Orthodox Christians understand God the Father as the source and cause of the Son of God (cp. Heb 1:3) and the Spirit (cp. John 15:26). Both existed in eternity before temporal things came into existence (Regarding the Son, scripture is most emphatic on this point eg: John 1:1-3; Col 1:16). So your premise, from an Orthodox Christian perspective, is without substantiation. An Orthodox Christian would say God begets in eternity (external to time), but He creates temporally (within the bounds of time).
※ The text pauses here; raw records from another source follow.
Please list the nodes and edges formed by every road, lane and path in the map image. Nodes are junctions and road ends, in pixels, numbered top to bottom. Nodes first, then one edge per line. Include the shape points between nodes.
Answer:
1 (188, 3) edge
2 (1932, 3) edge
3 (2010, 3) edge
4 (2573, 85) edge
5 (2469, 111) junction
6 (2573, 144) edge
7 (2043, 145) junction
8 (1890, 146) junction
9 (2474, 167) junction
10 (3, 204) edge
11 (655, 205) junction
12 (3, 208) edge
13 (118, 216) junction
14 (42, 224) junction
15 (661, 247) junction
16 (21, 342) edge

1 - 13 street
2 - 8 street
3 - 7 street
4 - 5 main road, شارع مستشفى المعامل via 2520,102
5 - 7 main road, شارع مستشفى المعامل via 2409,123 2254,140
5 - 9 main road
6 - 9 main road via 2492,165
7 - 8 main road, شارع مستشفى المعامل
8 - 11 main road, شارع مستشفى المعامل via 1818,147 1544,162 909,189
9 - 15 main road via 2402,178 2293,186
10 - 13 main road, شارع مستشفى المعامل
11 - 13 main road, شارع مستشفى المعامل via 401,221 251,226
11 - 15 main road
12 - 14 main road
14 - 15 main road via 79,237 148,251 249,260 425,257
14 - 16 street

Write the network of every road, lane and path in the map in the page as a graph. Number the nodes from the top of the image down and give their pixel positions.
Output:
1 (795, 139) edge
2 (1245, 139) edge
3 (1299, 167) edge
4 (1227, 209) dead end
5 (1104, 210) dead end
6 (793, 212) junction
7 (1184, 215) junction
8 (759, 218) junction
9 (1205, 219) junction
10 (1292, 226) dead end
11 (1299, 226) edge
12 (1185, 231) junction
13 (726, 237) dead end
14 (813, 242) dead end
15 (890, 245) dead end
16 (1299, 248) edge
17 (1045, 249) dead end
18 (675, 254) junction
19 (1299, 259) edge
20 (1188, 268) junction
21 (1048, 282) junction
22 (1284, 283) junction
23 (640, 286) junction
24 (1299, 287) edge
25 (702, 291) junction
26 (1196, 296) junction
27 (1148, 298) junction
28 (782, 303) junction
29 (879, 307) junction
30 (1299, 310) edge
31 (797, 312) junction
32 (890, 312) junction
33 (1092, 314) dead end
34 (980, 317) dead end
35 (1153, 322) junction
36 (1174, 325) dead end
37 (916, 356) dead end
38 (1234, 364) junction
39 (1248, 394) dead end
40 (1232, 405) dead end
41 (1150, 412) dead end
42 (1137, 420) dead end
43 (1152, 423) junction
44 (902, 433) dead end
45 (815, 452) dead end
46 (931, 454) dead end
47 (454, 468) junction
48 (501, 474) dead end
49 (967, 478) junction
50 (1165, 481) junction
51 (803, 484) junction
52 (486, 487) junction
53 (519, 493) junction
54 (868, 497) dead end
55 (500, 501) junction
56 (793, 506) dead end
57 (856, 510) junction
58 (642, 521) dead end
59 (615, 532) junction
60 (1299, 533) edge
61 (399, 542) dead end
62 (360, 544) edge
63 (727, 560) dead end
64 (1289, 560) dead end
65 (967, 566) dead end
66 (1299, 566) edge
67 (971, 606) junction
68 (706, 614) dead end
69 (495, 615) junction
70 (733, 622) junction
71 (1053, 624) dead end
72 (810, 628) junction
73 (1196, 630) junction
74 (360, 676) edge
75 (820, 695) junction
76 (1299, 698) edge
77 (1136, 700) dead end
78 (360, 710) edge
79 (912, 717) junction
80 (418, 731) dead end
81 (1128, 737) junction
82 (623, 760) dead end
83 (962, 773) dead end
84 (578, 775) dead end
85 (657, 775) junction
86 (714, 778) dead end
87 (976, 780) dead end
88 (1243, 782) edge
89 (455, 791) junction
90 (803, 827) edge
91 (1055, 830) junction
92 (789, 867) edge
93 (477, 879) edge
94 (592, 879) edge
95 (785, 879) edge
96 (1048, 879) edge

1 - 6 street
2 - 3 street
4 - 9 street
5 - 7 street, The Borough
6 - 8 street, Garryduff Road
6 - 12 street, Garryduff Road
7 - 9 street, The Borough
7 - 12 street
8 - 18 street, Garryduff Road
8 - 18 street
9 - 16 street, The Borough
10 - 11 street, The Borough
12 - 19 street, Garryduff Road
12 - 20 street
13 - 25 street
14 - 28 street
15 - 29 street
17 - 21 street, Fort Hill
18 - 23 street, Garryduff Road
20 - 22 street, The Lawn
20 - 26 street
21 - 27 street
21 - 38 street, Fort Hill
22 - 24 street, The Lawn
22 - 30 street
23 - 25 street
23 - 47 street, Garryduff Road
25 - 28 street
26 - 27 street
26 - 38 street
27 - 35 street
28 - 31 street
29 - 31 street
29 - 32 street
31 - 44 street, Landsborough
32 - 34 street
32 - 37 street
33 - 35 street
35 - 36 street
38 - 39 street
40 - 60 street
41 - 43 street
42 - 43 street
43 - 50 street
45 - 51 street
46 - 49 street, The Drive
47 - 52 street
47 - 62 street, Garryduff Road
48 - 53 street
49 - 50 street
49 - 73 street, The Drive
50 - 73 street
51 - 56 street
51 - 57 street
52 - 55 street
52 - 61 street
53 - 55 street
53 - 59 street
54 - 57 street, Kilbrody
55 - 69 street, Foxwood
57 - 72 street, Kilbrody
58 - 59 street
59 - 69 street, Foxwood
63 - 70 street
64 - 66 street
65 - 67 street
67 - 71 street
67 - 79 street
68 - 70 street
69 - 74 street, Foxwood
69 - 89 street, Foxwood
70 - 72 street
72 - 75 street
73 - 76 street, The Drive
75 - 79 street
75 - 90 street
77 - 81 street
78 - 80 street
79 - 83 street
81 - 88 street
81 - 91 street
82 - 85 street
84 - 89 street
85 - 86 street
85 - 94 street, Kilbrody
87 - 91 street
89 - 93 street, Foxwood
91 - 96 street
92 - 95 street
The scriptures identify that the Son of God existed before all things made were made (John 1:1-3). We also read "For by Him all things were created that are in heaven and that are on earth, visible and invisible, whether thrones or dominions or principalities or powers. All things were created through Him and for Him" (Colossians 1:16). The creation act includes the creation of earth time (cp. Genesis 1:14). The commencement of creation (the beginning of John 1:1a, Gen 1:1) is usually perceived as the beginning of universal time. Thus, we are assured by scripture that the Son was begotten in eternity (before time existed, before the ages).

Also note Ephesians 3:9 (1:1-3; 3:14) & Heb 1:2 where we learn that God the Father created all things through his Son, Jesus Christ.

That He "was God" never changed.What you don't seem to realise is that the Son's Godhead is invested in his ousia (Hence the Church's teaching on the Homoousios). The incarnation had no impact on the ousia of the Son. All that occured is that he accumulated humanity to his hypostasis.


Given 37818's argument goes in circles, I'll stop at this point...

08-17-2015, 03:08 AM
Correction to the above...

That He "was God" never changed.
What you don't seem to realise is that the Son's Godhead is perceived as being invested in his divine ousia (Hence the Church's teaching on the Homoousios). The incarnation had no impact on the divine ousia of the Son. What occured is that the Son retained his divine ousia while accumulating humanity (human ousia) to his hypostasis.

08-17-2015, 05:42 AM
John 1:1,2 without the v. 1 "was God" the Logos being "with God" is explicitly someone else other than "God." Vs. 3, 10, 14, & 18 do reveal a relationship. v.18 another nature from being invisible, which God is.

08-17-2015, 08:25 AM
John 1:1,2 without the v. 1 "was God" the Logos being "with God" is explicitly someone else other than "God." Vs. 3, 10, 14, & 18 do reveal a relationship.None of which provide any support for your imaginative speculation that the Son had two natures before his incarnation.

v.18 another nature from being invisible, which God is.(?) Read what John 1:18 actually says "No one has seen God at any time. The only begotten Son, who is in the bosom of the Father, He has declared Him". This verse also offers no support to your idle speculation.

Have a read of John 12:45 and 14:7 and you will discover that Jesus' Father has been "seen" ('http://www.blueletterbible.org/lang/lexicon/lexicon.cfm?Strongs=G3708&t=NKJV') in the Son (cp. Heb 1:3).

To be charitable, I'm guessing you meant vs14 and not vs18. At least vs14 tells us that "And the Word became flesh and dwelt among us, and we beheld His glory, the glory as of the only begotten of the Father, full of grace and truth". Oops! Maybe you wanted to avoid that verse given it refers to the monogenēs (only begotten) of the Father.